Work to be completed:
In the records below, locate the line containing "index dip: (366, 647)", then extract it and all following lines exactly, ending with the last line.

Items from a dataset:
- - - - - - -

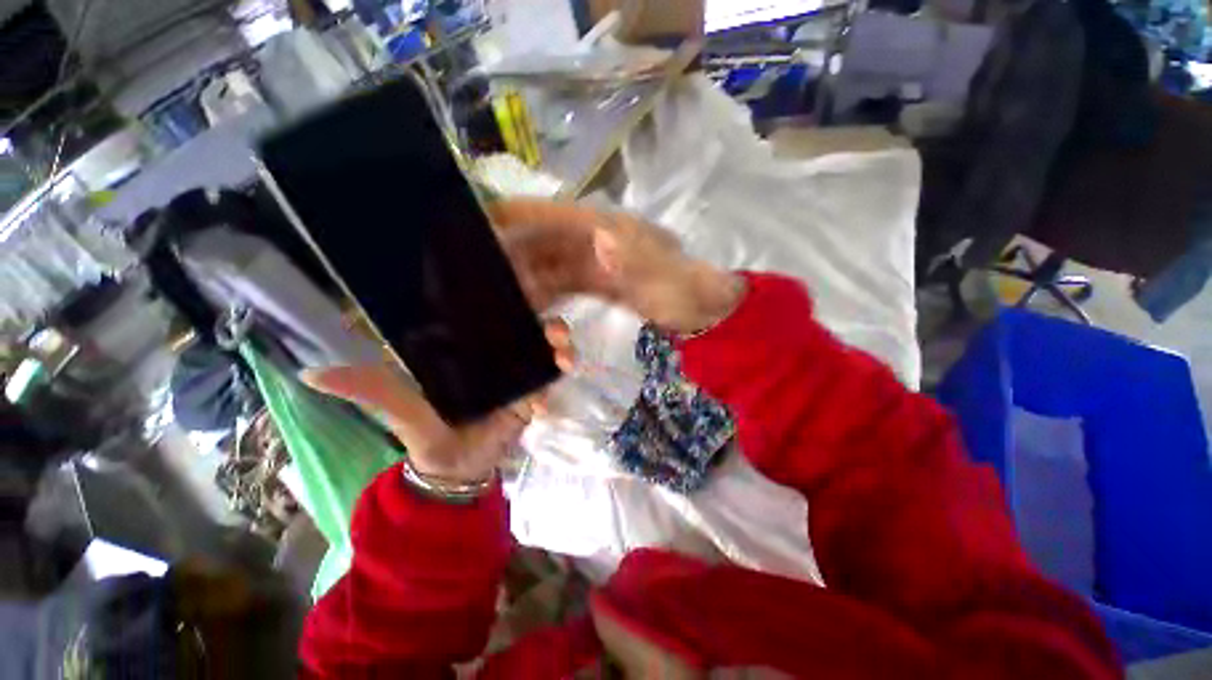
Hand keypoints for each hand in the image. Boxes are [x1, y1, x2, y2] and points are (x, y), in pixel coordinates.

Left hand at [301, 321, 573, 483]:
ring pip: (545, 346)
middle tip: (554, 329)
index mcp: (465, 348)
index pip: (489, 314)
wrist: (456, 469)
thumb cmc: (428, 433)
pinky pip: (552, 374)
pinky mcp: (533, 391)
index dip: (508, 298)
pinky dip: (561, 369)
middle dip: (544, 320)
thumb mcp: (401, 409)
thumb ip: (369, 390)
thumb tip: (310, 374)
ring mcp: (518, 371)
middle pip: (525, 326)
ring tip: (564, 354)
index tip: (523, 286)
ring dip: (560, 344)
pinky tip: (564, 372)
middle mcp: (495, 352)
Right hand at [488, 199, 744, 334]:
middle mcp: (592, 239)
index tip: (477, 234)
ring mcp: (592, 262)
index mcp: (606, 227)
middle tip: (491, 298)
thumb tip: (598, 240)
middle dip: (512, 267)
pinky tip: (543, 328)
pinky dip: (547, 305)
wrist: (707, 314)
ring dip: (528, 293)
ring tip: (517, 320)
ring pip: (546, 270)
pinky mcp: (594, 282)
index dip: (513, 218)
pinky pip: (559, 290)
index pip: (551, 214)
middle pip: (539, 244)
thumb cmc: (691, 293)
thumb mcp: (669, 279)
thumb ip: (638, 262)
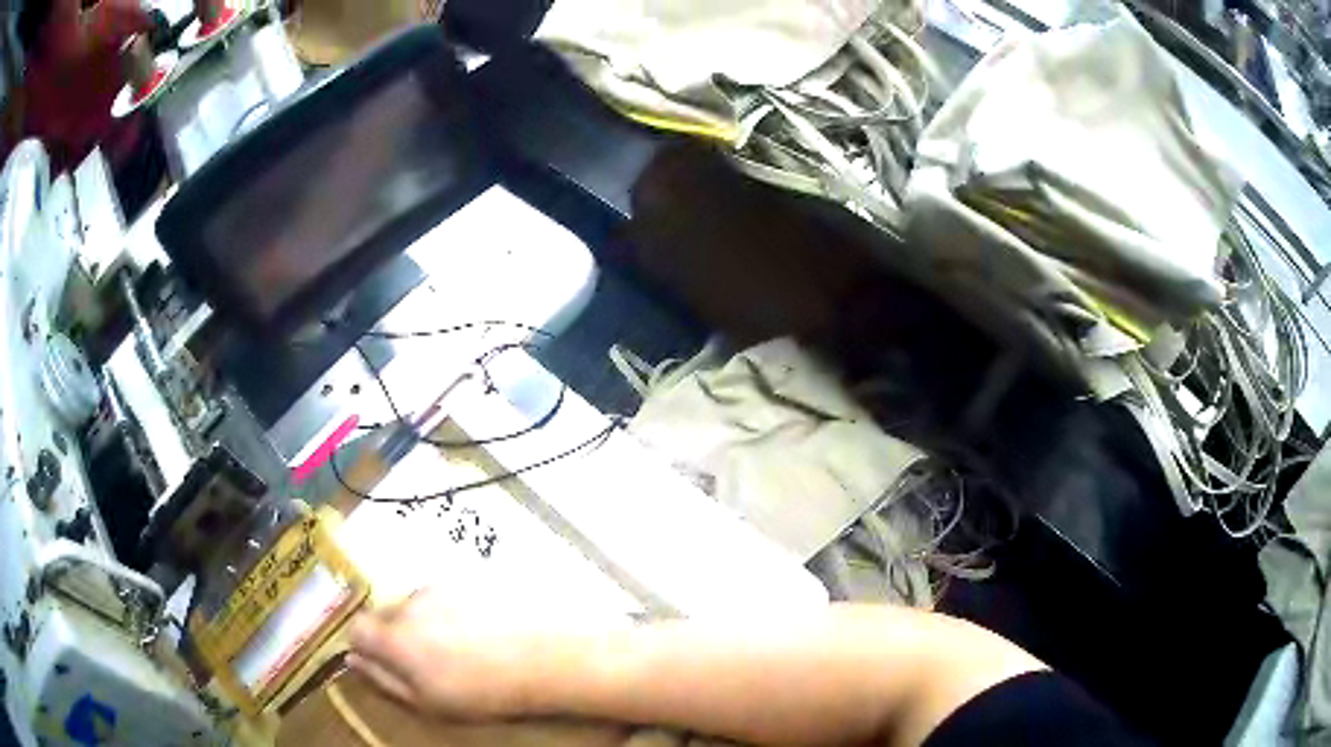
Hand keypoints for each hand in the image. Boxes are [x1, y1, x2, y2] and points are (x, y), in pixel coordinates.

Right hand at [347, 590, 609, 719]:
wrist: (548, 658)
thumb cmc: (486, 692)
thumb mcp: (429, 703)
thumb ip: (383, 680)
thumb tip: (352, 661)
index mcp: (395, 637)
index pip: (356, 628)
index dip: (366, 647)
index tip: (387, 663)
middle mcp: (411, 603)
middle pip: (386, 613)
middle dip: (397, 635)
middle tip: (431, 661)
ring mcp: (442, 586)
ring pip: (417, 603)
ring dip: (427, 621)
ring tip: (464, 647)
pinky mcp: (470, 577)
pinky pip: (447, 594)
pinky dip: (454, 610)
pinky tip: (482, 630)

- - - - - - -

The answer:
index dip: (366, 647)
index tip: (387, 663)
middle mcp: (411, 603)
middle pip: (386, 613)
middle dip: (397, 635)
middle tip: (431, 661)
ring mcp: (442, 586)
ring pip: (417, 603)
ring dip: (427, 621)
ring tip: (464, 647)
pinky mcp: (470, 577)
pinky pip: (447, 594)
pinky dip: (454, 610)
pinky tip: (482, 630)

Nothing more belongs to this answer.